=== Activity ===
Count the lines in the following data that include "Perintis". Please write only the number.

Dataset items
—————

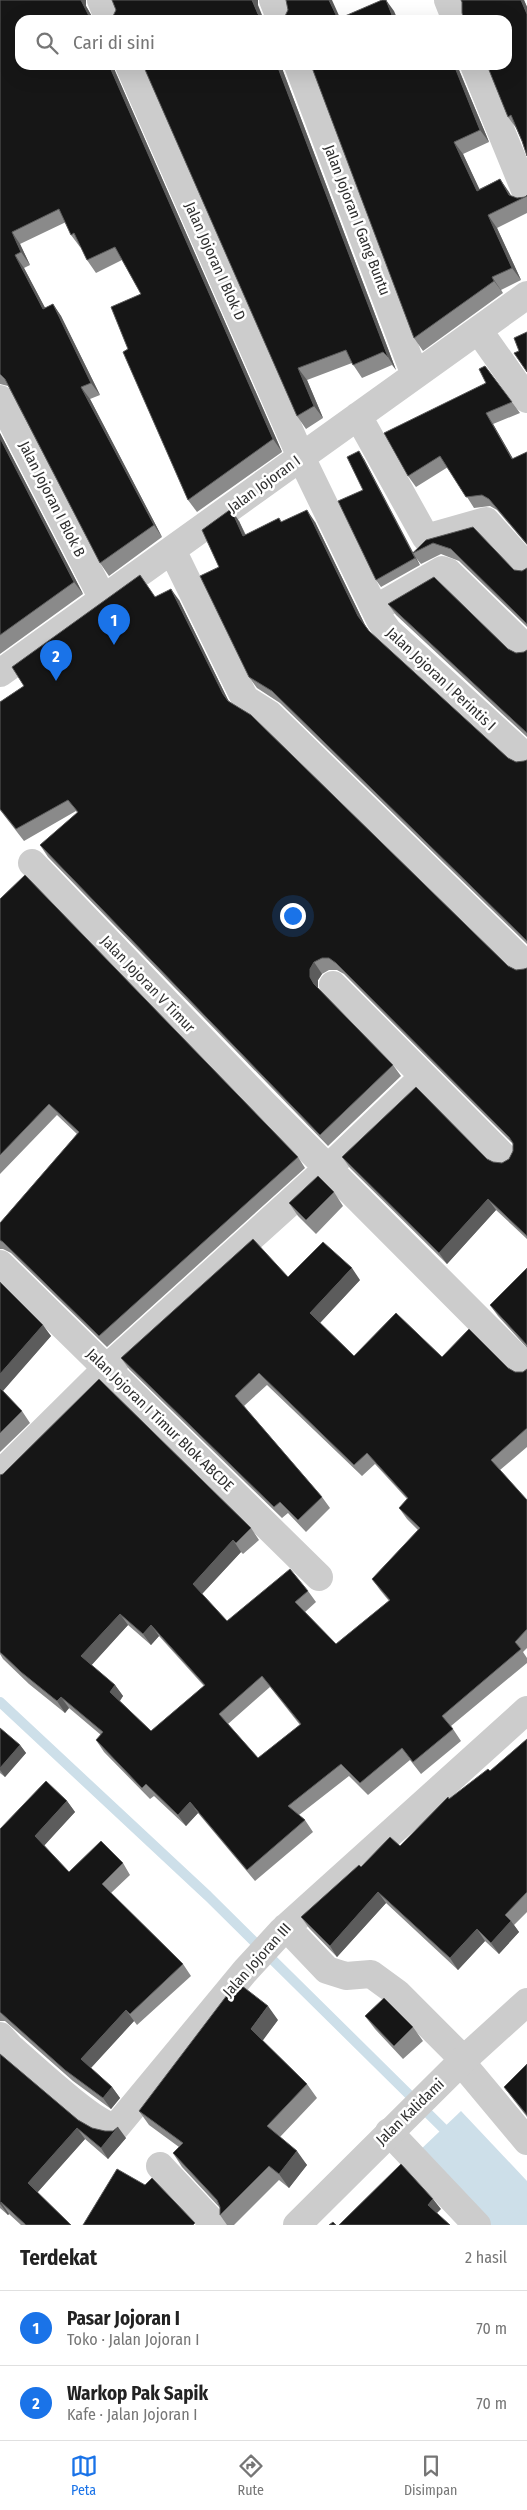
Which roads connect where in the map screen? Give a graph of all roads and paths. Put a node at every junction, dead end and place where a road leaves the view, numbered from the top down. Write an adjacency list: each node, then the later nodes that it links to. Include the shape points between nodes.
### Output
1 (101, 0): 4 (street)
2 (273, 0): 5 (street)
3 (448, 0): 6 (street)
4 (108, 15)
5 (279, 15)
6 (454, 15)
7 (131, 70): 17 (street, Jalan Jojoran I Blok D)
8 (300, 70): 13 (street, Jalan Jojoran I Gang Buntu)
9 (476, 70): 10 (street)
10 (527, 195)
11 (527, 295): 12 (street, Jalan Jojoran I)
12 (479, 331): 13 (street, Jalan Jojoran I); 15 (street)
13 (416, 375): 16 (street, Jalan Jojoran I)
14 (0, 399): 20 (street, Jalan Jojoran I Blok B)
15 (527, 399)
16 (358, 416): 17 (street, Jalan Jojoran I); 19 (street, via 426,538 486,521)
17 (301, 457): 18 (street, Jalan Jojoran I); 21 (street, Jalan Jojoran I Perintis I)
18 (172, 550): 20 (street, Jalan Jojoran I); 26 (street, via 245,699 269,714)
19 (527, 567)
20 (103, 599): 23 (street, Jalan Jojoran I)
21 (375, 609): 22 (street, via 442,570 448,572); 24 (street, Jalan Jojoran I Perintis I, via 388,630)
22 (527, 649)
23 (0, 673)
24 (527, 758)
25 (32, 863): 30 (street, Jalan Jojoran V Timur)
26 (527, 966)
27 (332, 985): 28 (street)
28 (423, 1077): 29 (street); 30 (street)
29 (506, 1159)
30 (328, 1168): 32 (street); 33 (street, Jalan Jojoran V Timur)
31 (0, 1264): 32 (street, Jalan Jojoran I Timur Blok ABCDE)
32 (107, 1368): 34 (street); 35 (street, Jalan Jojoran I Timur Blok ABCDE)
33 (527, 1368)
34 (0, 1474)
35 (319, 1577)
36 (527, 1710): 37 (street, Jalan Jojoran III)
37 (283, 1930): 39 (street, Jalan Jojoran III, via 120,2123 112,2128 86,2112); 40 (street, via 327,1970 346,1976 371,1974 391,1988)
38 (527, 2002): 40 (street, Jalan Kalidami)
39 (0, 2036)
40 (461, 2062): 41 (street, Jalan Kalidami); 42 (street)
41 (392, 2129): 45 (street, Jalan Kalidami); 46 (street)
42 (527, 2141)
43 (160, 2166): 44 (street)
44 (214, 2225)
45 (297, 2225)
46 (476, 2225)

—————

=== Solution ===
2